Arrest and Trial (1963–1964)
Arrest and Trial and Law and Order
10 April 2002
When Dick Wolf was creating "Law and Order", he was told there had already been a show that followed a crime from it's commission through the investigation the arrest and the subsequent trial. It was called "Arrest and Trial" and was on from 1963-64, a quarter century before the pilot for "Law and Order", (I'll call them A&T and L&O). Wolf screened an episode of A&T and concluded that their show was very different from his. He was right. The biggest difference, however, was not in concept but in time.

A&T is a 90 minute show, L&O an hour. L&O is a story-driven show with the nature of it's characters suddenly and starkly revealed. A&T is a character study that shows situations developing over time and their effect on people as they happen. In L&O the cops are cops but the lawyers are prosecutors, attempting to forge justice using the imperfect tool of the law. Their adversaries are usually rather sleazy criminals who cared about no one but themselves and their equally self-interested attorneys, people who care nothing about law or justice but just want to win. In A&T the cops are part psychoanalysts and the criminals victims of tragic circumstances. The lawyers are highly principled defense attorneys. The prosecutor is a very friendly adversary who almost reluctantly does his job, even though he may even be sympathetic toward the accused. L&O is mostly about legal issues as the lawyers dual with each other. Whatever moral issues come up have been violated by the criminals. In A&T, there is always some great moral issue that dominates the question of whether the accused is guilty of the crime. How do we treat the insane? Drug addicts? The emotionally distraught?

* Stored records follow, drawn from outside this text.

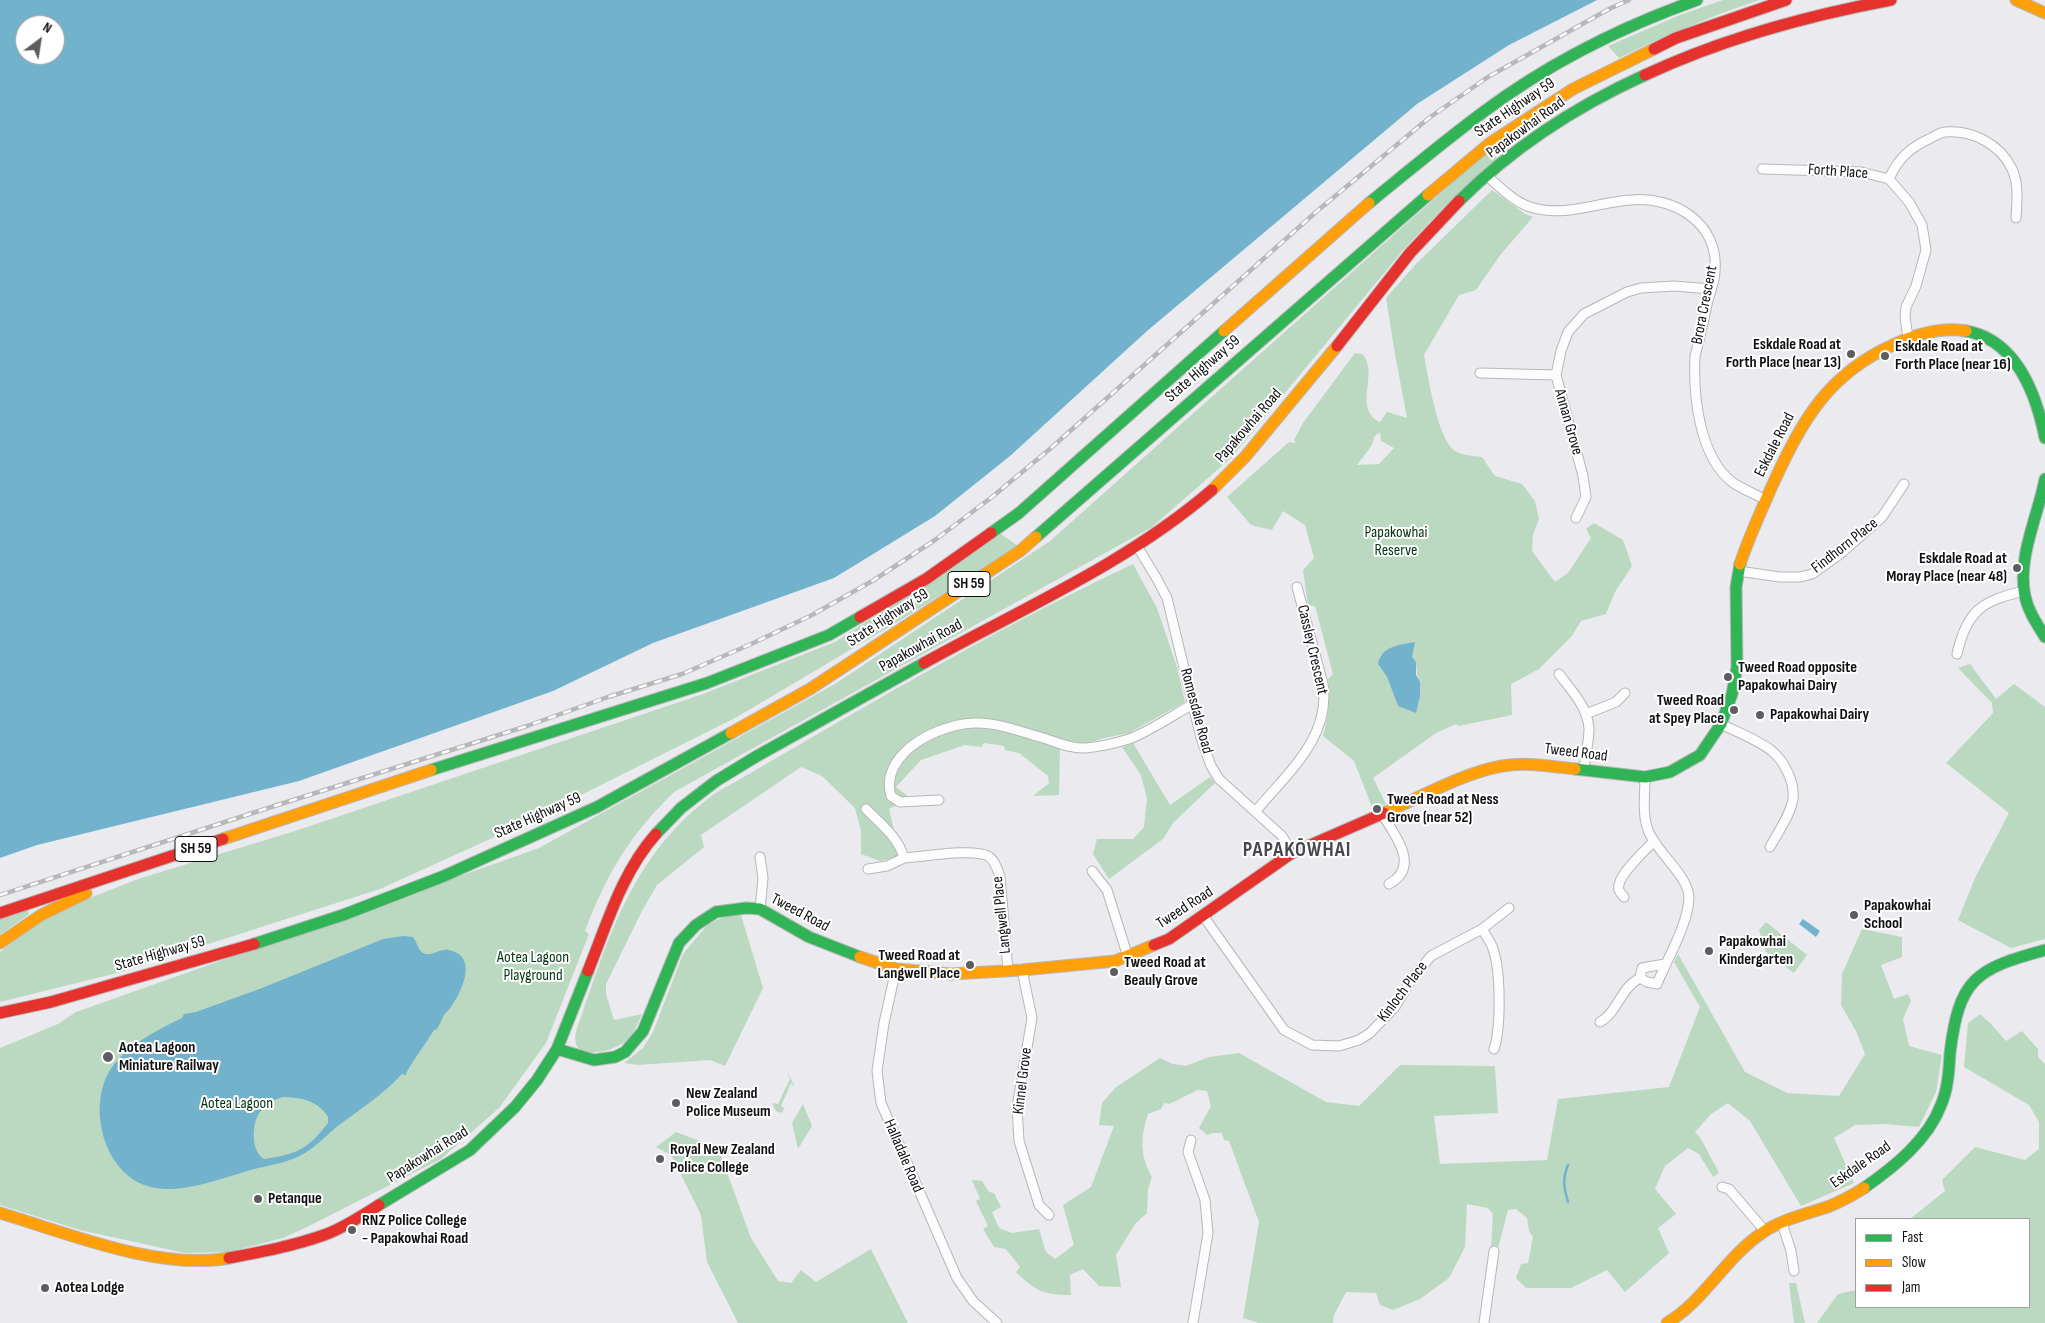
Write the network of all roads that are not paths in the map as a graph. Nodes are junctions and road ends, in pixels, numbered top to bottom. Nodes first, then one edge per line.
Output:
1 (1696, 0) edge
2 (1786, 0) edge
3 (1891, 0) edge
4 (2016, 0) edge
5 (2040, 11) edge
6 (1762, 169) dead end
7 (1487, 176) junction
8 (1889, 179) junction
9 (2016, 218) dead end
10 (1711, 289) junction
11 (1908, 338) junction
12 (1480, 373) dead end
13 (1556, 375) junction
14 (2045, 438) edge
15 (2045, 479) edge
16 (1904, 484) dead end
17 (1766, 500) junction
18 (1576, 518) dead end
19 (1137, 546) junction
20 (1738, 571) junction
21 (1297, 587) dead end
22 (2024, 591) junction
23 (2045, 637) edge
24 (1957, 654) dead end
25 (1559, 674) dead end
26 (1625, 693) dead end
27 (1193, 704) junction
28 (1586, 714) junction
29 (1721, 724) junction
30 (1584, 769) junction
31 (1645, 777) junction
32 (939, 800) dead end
33 (866, 809) dead end
34 (1256, 811) junction
35 (1382, 814) junction
36 (1654, 842) junction
37 (1770, 847) dead end
38 (1292, 853) junction
39 (760, 857) dead end
40 (904, 858) junction
41 (868, 870) dead end
42 (1092, 871) dead end
43 (124, 872) junction
44 (1389, 884) dead end
45 (1624, 897) dead end
46 (1509, 908) dead end
47 (760, 909) junction
48 (0, 913) edge
49 (1204, 916) junction
50 (1482, 929) junction
51 (0, 943) edge
52 (2045, 950) edge
53 (1128, 957) junction
54 (1665, 964) junction
55 (896, 969) junction
56 (1022, 970) junction
57 (1008, 971) junction
58 (1640, 978) junction
59 (51, 1002) junction
60 (0, 1013) edge
61 (0, 1021) edge
62 (1600, 1022) dead end
63 (557, 1049) junction
64 (1494, 1049) dead end
65 (1191, 1140) dead end
66 (1722, 1187) dead end
67 (1, 1213) edge
68 (1049, 1215) dead end
69 (1782, 1223) junction
70 (1765, 1231) junction
71 (1494, 1251) dead end
72 (1794, 1272) dead end
73 (997, 1323) edge
74 (1193, 1323) edge
75 (1484, 1323) edge
76 (1667, 1323) edge

1 - 43 street, State Highway 59 / SH 59
2 - 59 street, State Highway 59 / SH 59
3 - 7 street, Papakowhai Road
4 - 5 street
6 - 8 street, Forth Place
7 - 10 street, Brora Crescent
7 - 19 street, Papakowhai Road
8 - 9 street
8 - 11 street, Forth Place
10 - 13 street, Annan Grove
10 - 17 street, Brora Crescent
11 - 14 street, Eskdale Road
11 - 17 street, Eskdale Road
12 - 13 street
13 - 18 street, Annan Grove
15 - 22 street
16 - 20 street, Findhorn Place
17 - 20 street, Eskdale Road
19 - 27 street, Romesdale Road
19 - 63 street, Papakowhai Road
20 - 29 street, Tweed Road
21 - 34 street, Cassley Crescent
22 - 23 street
22 - 24 street
25 - 28 street
26 - 28 street
27 - 32 street
27 - 34 street, Romesdale Road
28 - 30 street
29 - 31 street, Tweed Road
29 - 37 street
30 - 31 street, Tweed Road
30 - 35 street, Tweed Road
31 - 36 street
33 - 40 street
34 - 38 street, Romesdale Road
35 - 38 street, Tweed Road
35 - 44 street
36 - 45 street
36 - 54 street
38 - 49 street, Tweed Road
39 - 47 street
40 - 41 street, Langwell Place
40 - 57 street, Langwell Place
42 - 53 street
43 - 48 street, State Highway 59 / SH 59
43 - 51 street
46 - 50 street, Kinloch Place
47 - 55 street, Tweed Road
47 - 63 street, Tweed Road
49 - 50 street, Kinloch Place
49 - 53 street, Tweed Road
50 - 64 street
52 - 69 street, Eskdale Road
53 - 56 street, Tweed Road
54 - 58 street
54 - 58 street
55 - 57 street, Tweed Road
55 - 73 street, Halladale Road
56 - 57 street, Tweed Road
56 - 68 street, Kinnel Grove
58 - 62 street
59 - 60 street, State Highway 59 / SH 59
59 - 61 street
63 - 67 street, Papakowhai Road
65 - 74 street
66 - 70 street
69 - 70 street, Eskdale Road
69 - 72 street
70 - 76 street, Eskdale Road
71 - 75 street

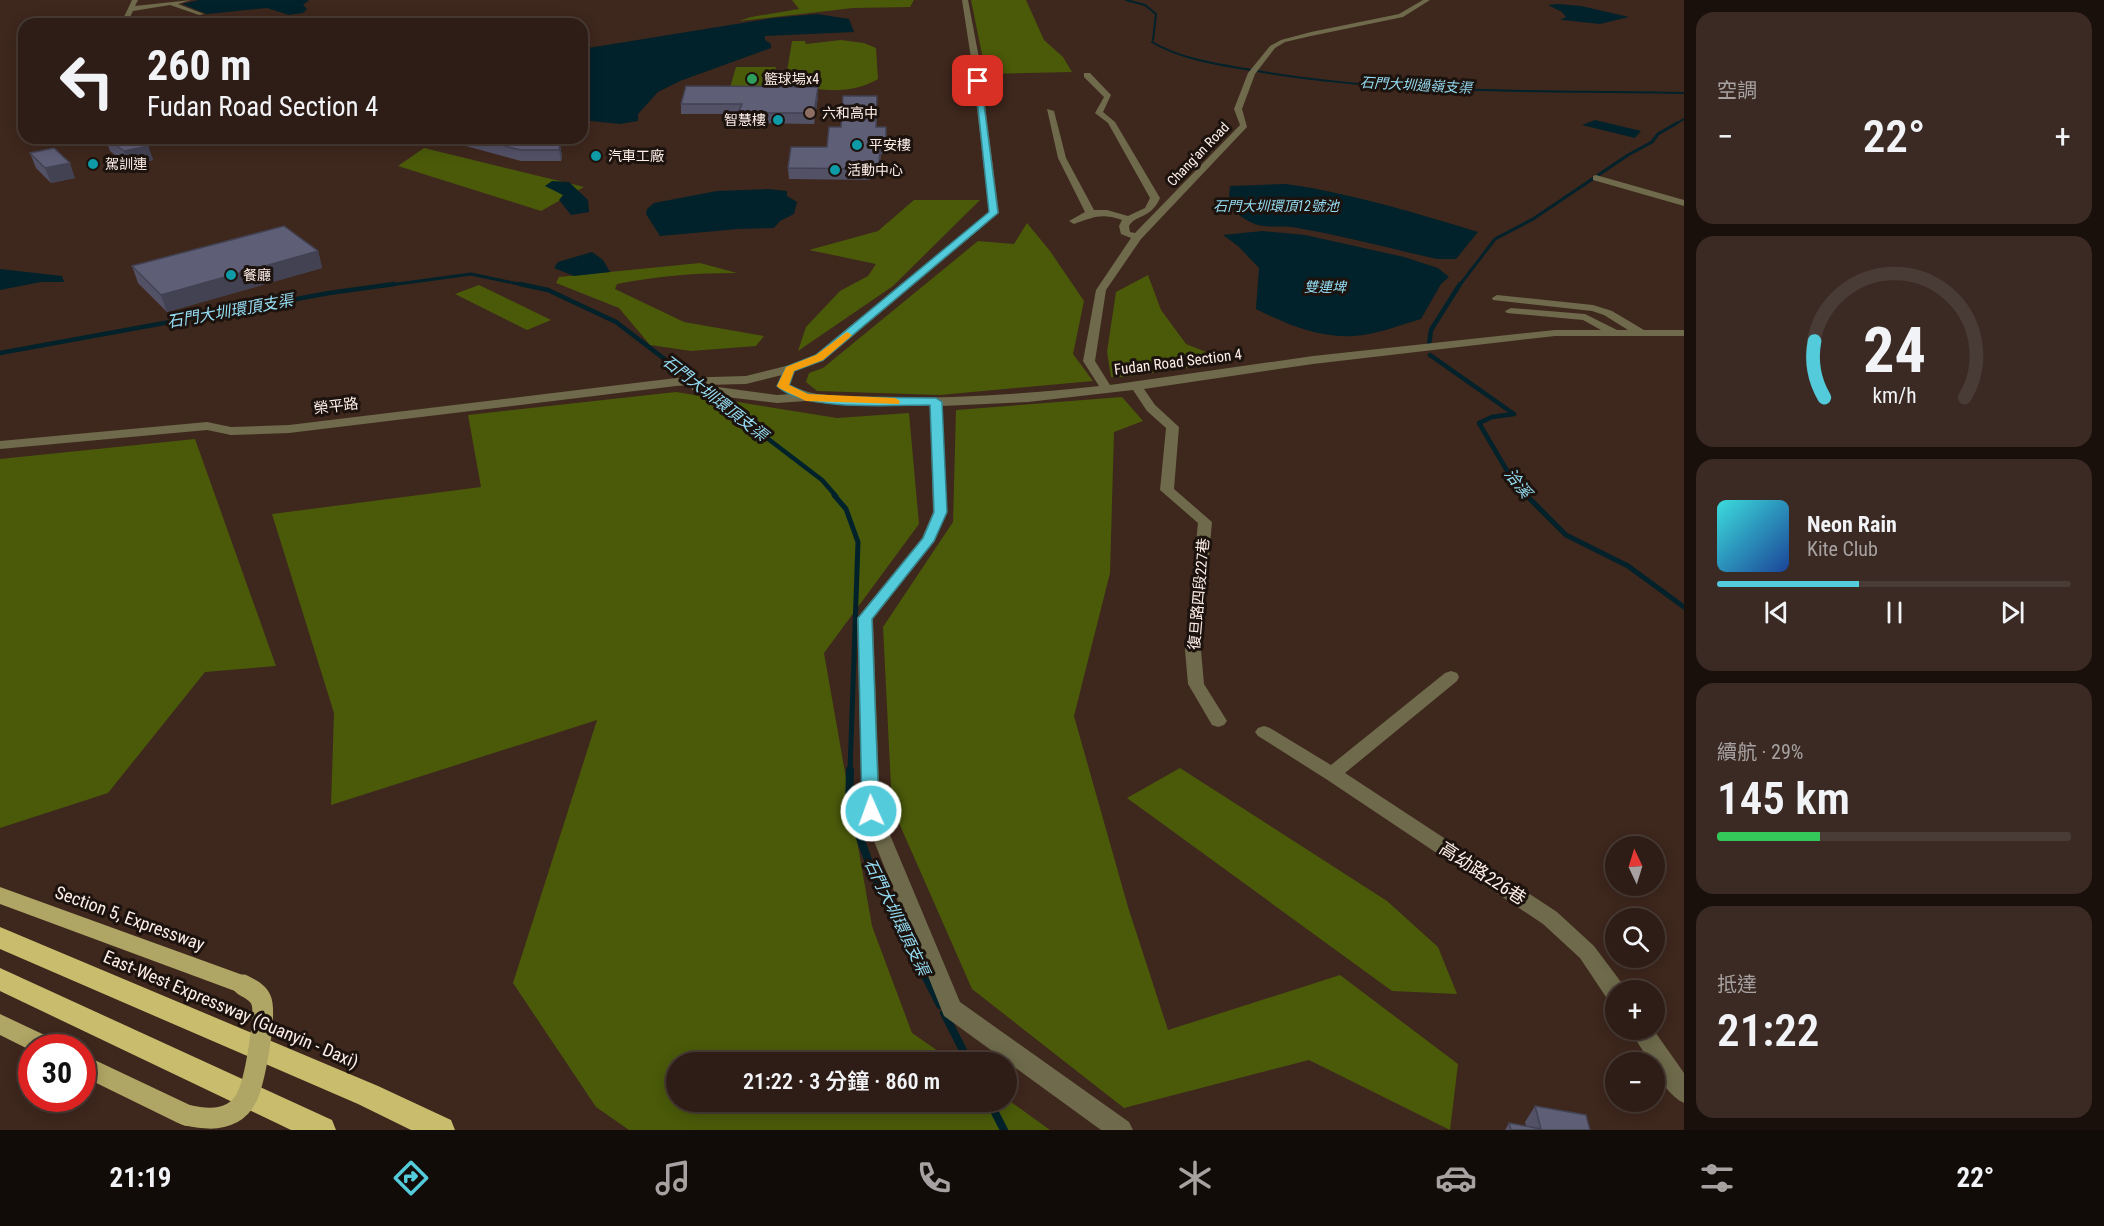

When I had a chance to view A&T myself after many years of watching L&O, I found it a pleasant surprise, perhaps the most underrated show of my favorite TV decade, the Sixties. The length and emphasis on crime as human tragedy provided some very fine actors such as James Whitmore, Joseph Schildkraut, Mickey Rooney, Roddy McDowell, (who starred in a version of "Crime and Punishment") and many others with tours de force. The writing and acting was very strong. Ben Gazzara, (who I recently spotted in an L&O episode, with his voice apparently dubbed for some reason- I hope he isn't having health problems), played a very thoughtful and sympathetic policeman and Chuck Conners was fine and forceful as an idealistic attorney. It's a consistently entertaining show, one that covers much of the same ground as the excellent "The Defenders" from the same period.

But it's clearly a product of it's time. There are no bad guys. The victims are often faceless or minor characters. Prosecutors and defense attorneys are brothers in arms, fighting for what's right. There's never talk of a deal. This was from a time when, in the last generation, we'd survived a depression, won a war, were holding back Communism and reaching for the moon. We were going to get rid of poverty and injustice. A great many shows presented the contemporary world, one with problems but problems which seemed soluble with heroic effort. Dr. Kildare, Mr. Novak, The Defenders, East Side West Side, Naked City, even Route 66. A&T was definitely a product of this environment.

L&O is product of a much more cynical age, one where people are grubbing for whatever they can get, protecting their own interests and bending the law anyway they can to get what they want out of it.